# Problem
Show each line of the data below in which "letter" occurs.

# Task input
* * * * *

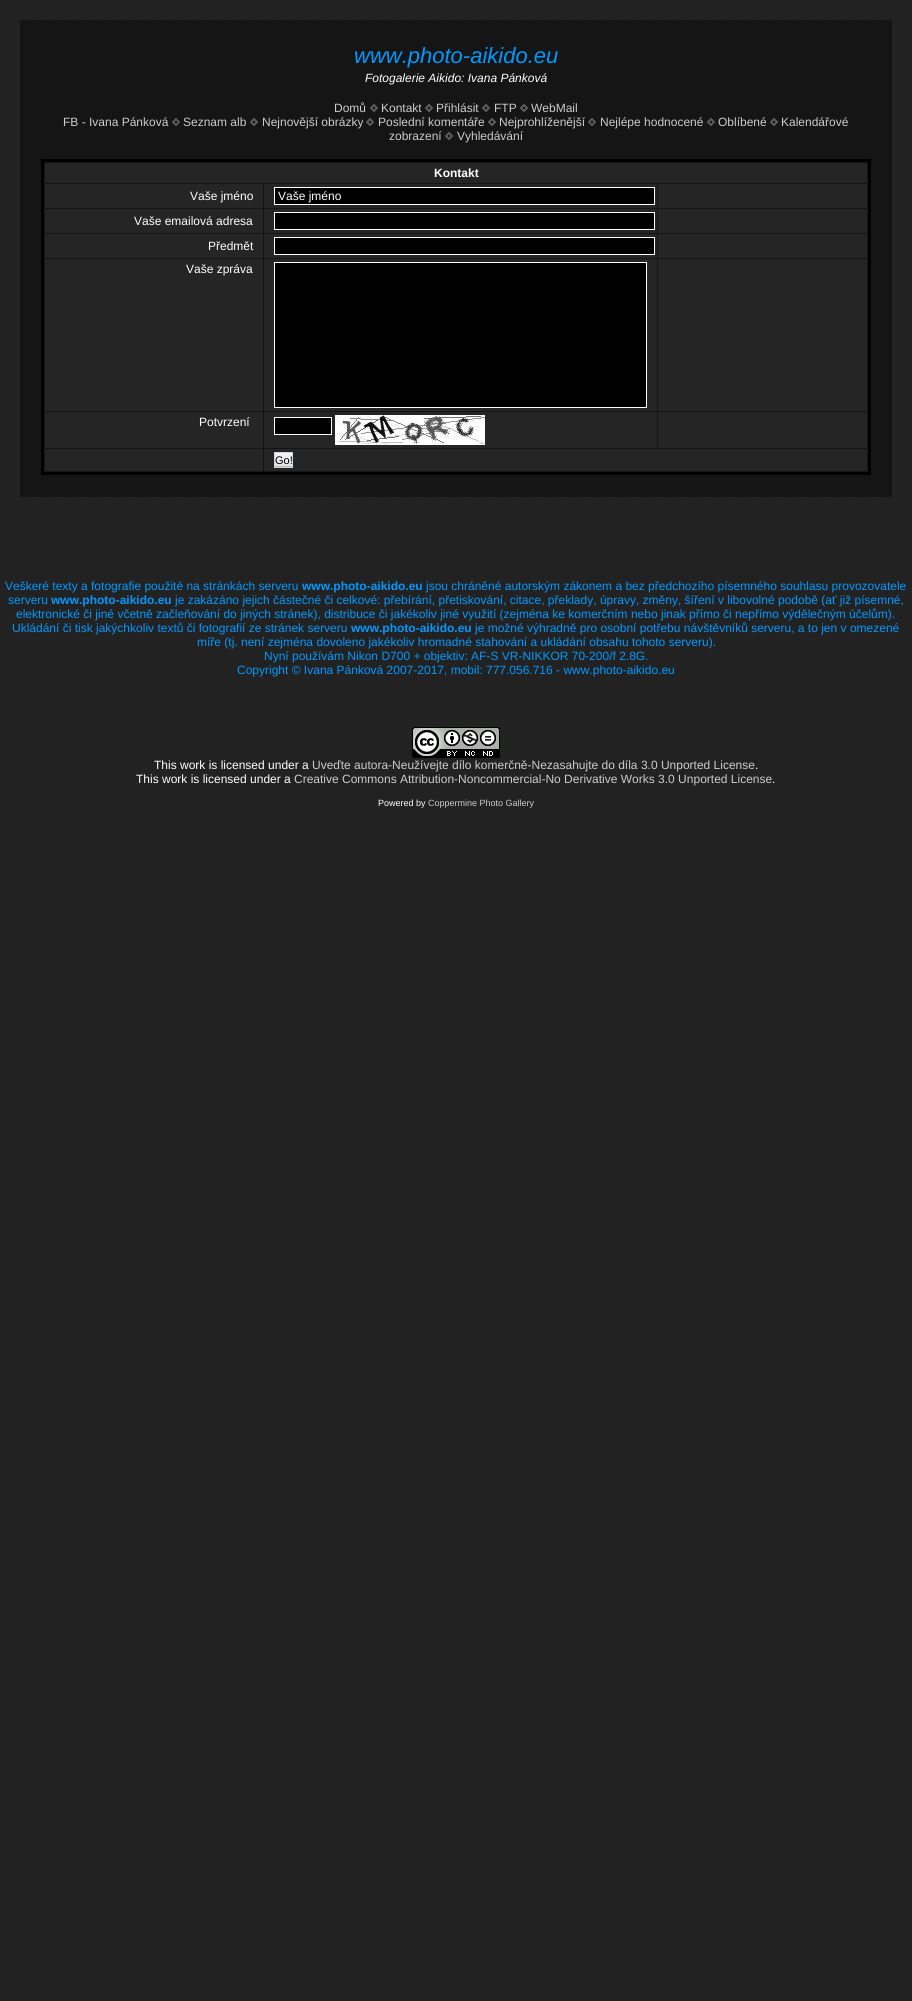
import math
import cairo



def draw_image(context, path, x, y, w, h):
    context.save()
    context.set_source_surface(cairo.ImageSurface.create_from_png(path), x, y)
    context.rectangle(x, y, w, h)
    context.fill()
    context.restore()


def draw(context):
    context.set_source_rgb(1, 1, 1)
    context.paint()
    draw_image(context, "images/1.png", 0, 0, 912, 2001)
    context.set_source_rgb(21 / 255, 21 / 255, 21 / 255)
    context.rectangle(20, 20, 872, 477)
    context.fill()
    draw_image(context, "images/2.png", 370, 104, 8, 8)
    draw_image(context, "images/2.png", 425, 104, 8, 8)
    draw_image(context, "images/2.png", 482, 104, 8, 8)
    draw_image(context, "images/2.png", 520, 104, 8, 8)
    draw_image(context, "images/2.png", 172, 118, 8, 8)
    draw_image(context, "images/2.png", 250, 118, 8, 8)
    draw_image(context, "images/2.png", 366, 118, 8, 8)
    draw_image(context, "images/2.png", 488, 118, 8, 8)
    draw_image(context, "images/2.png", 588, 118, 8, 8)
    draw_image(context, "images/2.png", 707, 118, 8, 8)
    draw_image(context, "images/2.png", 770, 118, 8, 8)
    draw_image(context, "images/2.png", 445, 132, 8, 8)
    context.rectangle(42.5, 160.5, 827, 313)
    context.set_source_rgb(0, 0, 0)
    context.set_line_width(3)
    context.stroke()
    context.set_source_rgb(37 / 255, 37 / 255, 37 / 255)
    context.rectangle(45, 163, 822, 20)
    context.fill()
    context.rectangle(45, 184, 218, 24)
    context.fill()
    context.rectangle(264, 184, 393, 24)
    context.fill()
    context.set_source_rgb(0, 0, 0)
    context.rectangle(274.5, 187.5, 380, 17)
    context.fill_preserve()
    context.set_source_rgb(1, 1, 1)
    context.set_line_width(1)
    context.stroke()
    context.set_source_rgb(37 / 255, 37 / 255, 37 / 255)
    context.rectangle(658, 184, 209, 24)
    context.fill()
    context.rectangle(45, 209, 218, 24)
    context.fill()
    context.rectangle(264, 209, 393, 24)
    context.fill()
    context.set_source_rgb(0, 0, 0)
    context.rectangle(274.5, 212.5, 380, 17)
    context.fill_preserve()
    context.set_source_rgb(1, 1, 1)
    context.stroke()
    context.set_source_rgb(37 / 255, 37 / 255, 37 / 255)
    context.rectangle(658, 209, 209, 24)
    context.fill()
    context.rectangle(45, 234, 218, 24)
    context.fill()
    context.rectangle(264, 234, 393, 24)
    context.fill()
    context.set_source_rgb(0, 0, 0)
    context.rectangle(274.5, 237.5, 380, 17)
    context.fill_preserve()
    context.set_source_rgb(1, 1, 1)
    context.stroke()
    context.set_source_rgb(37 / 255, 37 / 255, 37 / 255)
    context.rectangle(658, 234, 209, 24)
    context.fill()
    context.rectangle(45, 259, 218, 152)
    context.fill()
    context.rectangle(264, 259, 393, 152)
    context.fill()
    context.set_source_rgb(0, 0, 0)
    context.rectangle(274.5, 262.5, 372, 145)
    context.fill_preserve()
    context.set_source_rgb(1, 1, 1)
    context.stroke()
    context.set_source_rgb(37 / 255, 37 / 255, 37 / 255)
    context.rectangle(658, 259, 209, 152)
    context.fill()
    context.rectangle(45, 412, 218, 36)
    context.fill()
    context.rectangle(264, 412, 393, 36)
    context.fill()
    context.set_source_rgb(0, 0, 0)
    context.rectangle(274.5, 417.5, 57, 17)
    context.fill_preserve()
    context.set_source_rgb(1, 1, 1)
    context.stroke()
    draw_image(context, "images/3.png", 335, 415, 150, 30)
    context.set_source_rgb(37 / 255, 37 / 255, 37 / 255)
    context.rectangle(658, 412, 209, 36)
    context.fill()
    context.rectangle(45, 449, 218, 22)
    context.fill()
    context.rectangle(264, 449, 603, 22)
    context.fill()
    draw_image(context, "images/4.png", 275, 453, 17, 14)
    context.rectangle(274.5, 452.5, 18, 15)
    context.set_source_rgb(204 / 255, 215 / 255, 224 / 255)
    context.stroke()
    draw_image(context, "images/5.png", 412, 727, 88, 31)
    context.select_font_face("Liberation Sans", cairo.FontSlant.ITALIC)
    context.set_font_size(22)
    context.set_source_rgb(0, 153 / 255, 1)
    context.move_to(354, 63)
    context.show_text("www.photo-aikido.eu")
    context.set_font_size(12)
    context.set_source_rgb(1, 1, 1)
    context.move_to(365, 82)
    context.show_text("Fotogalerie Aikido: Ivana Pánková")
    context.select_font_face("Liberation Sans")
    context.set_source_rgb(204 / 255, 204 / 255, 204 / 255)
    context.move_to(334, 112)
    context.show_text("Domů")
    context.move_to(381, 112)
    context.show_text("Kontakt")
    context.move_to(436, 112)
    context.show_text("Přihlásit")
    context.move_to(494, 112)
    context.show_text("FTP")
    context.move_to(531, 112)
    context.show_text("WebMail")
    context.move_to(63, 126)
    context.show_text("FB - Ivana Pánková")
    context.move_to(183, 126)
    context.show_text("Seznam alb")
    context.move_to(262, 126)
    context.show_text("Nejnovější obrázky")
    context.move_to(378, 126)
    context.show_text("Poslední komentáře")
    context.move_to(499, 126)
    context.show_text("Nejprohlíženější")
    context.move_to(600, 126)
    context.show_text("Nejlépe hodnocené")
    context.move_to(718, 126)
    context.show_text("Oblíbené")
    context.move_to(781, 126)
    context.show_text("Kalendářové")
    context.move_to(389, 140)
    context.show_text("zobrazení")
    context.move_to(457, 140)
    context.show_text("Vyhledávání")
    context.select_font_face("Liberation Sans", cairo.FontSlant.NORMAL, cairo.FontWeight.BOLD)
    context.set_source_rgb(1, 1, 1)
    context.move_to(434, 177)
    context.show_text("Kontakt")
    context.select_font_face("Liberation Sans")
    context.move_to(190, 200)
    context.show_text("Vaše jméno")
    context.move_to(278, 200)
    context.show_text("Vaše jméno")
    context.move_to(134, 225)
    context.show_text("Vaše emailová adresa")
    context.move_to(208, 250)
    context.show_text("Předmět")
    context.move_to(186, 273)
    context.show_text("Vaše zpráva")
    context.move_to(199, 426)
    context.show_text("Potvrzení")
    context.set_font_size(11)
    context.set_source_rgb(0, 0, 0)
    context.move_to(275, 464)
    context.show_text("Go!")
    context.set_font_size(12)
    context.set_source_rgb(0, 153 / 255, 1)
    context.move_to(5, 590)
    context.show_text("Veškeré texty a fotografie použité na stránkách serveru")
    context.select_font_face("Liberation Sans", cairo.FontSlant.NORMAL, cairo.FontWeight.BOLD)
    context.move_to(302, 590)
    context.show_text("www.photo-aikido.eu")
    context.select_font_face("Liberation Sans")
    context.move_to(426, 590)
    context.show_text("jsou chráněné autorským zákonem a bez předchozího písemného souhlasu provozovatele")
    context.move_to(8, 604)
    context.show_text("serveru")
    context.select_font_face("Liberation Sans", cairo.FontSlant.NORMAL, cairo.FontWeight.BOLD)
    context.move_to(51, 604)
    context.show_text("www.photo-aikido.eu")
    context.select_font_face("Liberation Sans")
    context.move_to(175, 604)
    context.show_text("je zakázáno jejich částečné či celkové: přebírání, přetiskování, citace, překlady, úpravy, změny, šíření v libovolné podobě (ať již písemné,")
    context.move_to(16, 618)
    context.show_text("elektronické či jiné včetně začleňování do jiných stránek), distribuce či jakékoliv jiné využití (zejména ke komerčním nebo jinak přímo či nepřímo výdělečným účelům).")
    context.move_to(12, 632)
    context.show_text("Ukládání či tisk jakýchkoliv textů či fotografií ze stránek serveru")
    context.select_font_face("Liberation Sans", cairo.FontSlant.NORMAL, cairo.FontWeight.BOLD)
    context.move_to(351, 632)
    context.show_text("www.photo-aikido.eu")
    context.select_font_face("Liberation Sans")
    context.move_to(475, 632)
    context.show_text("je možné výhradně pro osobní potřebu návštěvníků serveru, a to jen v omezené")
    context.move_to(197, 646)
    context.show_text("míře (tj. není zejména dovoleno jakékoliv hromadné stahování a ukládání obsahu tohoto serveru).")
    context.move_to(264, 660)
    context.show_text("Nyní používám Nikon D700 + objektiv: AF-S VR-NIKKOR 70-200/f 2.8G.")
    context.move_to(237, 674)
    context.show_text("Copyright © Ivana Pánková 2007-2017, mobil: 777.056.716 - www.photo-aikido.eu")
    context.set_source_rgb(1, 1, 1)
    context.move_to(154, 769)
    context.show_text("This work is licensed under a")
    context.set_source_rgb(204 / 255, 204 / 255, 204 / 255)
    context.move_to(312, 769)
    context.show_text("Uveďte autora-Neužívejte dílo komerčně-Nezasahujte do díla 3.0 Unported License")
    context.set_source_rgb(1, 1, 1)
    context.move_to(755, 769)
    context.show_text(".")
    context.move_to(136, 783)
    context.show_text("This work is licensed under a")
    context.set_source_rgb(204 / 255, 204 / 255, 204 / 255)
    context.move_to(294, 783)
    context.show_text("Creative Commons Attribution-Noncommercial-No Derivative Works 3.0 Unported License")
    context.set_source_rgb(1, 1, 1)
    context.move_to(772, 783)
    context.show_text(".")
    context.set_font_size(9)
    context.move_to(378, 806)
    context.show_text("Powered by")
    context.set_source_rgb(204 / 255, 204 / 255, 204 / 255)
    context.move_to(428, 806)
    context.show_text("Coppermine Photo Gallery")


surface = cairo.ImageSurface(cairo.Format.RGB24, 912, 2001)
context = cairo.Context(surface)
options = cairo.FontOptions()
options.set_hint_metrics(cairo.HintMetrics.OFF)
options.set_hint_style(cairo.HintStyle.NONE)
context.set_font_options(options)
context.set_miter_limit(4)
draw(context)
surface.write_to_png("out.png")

* * * * *

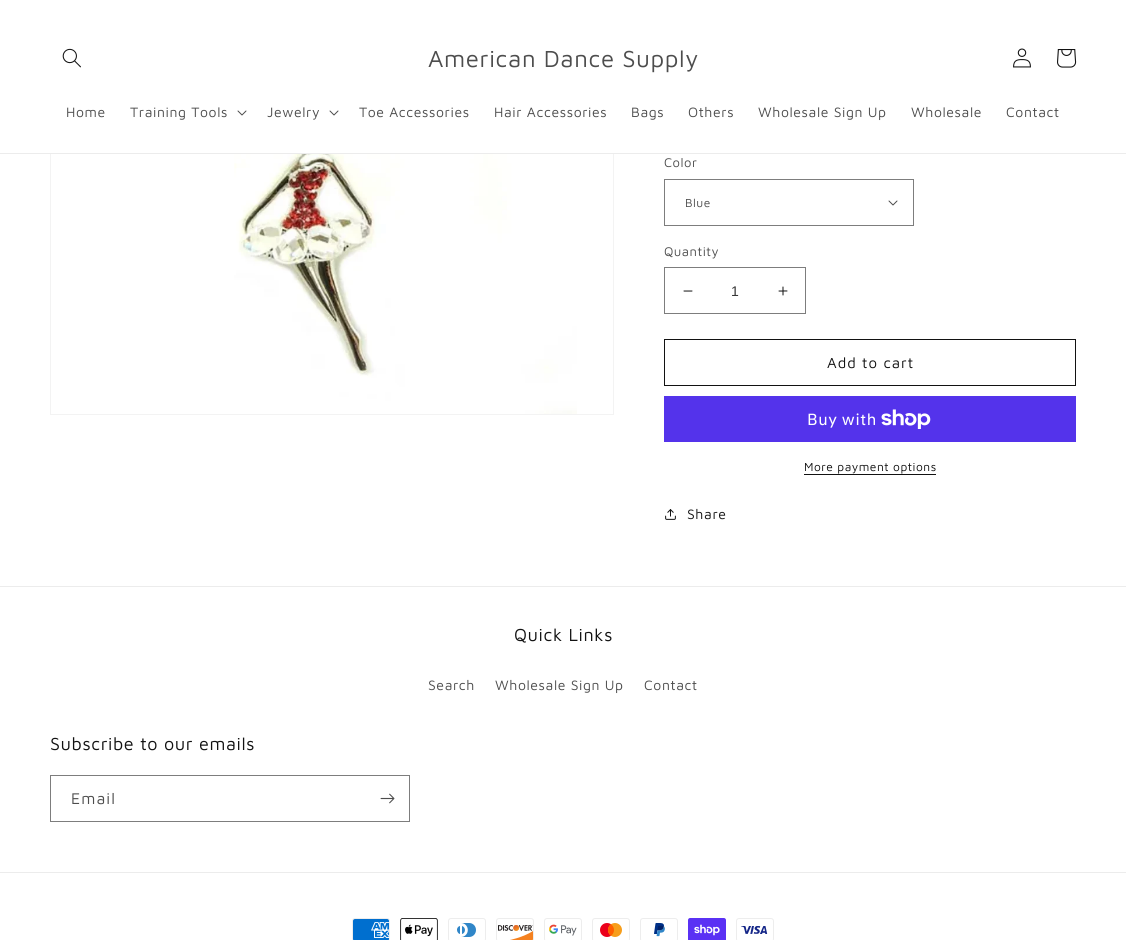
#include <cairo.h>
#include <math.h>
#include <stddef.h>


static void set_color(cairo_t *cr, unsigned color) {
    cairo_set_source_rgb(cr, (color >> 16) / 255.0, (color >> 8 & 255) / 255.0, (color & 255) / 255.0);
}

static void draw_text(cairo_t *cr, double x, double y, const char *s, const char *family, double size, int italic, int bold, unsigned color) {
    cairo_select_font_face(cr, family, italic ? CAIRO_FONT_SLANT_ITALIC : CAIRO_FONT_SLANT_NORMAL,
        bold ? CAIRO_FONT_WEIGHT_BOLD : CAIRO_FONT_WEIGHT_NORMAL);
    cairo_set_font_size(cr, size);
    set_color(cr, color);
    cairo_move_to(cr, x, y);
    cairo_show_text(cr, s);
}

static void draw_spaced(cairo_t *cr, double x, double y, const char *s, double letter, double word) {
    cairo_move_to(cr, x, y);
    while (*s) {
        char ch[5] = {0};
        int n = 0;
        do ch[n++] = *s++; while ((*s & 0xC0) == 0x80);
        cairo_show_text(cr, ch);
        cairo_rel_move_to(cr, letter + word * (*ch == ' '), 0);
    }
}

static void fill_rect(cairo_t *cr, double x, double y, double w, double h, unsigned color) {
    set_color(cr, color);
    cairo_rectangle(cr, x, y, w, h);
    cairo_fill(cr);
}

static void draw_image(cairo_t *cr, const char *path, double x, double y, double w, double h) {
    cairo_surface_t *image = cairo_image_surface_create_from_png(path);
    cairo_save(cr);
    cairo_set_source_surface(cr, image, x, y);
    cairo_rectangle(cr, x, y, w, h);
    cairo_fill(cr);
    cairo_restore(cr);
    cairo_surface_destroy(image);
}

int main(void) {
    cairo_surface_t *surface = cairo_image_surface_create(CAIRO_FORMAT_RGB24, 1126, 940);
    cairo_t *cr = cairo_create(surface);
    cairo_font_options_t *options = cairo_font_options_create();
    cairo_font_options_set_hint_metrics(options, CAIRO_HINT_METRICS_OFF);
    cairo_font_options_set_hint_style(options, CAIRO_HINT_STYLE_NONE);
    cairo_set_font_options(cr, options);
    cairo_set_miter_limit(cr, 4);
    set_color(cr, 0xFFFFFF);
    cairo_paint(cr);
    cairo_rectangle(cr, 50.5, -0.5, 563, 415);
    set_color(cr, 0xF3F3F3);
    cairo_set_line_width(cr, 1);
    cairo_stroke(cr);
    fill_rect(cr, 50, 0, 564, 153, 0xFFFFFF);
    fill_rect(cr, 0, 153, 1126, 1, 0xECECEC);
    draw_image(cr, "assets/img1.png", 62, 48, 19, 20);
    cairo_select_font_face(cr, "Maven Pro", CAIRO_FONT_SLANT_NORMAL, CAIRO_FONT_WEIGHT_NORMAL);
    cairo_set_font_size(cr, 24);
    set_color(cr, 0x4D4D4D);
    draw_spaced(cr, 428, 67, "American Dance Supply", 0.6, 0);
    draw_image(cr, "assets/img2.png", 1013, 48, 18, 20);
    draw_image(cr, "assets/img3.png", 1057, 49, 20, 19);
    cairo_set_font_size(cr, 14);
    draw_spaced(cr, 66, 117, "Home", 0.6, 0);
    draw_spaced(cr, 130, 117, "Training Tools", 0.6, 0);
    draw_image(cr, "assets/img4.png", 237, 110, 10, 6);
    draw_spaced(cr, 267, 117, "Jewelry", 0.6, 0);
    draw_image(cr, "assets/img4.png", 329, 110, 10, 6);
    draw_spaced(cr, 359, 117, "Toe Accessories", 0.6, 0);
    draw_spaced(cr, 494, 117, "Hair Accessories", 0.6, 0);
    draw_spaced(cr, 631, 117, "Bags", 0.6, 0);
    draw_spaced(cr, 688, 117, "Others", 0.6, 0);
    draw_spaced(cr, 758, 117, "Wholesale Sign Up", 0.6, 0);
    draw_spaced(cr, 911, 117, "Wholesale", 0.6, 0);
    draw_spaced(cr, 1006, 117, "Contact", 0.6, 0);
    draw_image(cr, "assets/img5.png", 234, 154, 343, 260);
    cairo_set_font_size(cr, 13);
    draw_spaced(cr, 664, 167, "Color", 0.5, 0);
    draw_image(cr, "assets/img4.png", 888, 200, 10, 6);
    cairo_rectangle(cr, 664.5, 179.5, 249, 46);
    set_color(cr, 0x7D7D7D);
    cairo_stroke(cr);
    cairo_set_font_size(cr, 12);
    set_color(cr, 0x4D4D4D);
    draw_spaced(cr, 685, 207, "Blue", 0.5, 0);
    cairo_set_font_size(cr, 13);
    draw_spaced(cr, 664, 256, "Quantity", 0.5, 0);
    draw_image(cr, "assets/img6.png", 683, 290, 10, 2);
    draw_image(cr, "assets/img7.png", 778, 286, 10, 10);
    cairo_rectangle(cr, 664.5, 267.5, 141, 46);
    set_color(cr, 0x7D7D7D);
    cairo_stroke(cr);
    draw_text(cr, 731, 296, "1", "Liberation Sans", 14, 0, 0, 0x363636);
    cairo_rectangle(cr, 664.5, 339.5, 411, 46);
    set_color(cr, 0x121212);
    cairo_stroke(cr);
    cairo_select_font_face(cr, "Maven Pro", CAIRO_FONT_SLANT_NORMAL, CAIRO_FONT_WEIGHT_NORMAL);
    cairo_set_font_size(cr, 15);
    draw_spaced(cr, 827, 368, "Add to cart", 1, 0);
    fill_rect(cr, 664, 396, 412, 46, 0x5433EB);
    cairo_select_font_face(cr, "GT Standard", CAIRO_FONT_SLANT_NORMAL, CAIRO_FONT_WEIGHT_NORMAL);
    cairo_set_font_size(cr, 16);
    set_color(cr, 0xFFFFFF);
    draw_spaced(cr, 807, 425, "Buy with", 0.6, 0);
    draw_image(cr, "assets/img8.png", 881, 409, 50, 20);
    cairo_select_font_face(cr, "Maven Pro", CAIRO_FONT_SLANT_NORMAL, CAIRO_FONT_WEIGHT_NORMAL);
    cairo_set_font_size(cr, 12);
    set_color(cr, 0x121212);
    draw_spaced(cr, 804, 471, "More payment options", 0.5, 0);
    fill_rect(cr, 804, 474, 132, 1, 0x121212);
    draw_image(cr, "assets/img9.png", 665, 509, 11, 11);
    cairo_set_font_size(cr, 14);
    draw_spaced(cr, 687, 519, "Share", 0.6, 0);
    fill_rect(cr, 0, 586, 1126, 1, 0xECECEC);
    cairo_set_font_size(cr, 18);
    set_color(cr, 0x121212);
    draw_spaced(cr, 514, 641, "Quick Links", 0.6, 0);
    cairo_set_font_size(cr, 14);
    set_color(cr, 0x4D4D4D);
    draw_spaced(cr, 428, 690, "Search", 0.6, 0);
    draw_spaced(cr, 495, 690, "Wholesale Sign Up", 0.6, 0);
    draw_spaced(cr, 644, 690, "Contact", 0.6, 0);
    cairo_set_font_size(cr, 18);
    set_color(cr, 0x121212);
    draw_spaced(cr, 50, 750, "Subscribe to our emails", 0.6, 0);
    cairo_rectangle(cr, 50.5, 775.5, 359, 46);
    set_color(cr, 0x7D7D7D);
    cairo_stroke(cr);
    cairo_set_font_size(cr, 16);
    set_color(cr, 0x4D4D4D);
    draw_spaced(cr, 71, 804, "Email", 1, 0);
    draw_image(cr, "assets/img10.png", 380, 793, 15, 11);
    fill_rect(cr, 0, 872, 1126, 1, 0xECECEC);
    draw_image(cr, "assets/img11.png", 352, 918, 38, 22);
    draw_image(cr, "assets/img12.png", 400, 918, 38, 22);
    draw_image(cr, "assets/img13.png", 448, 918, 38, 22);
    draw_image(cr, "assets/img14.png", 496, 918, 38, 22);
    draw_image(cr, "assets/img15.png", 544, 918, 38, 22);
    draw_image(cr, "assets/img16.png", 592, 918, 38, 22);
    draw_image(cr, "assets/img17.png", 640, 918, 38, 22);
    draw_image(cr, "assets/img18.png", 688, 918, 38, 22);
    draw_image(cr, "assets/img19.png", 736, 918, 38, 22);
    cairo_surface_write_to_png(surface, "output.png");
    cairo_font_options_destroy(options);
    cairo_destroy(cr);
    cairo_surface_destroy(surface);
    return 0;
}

* * * * *

# Completed exercise
static void draw_spaced(cairo_t *cr, double x, double y, const char *s, double letter, double word) {
        cairo_rel_move_to(cr, letter + word * (*ch == ' '), 0);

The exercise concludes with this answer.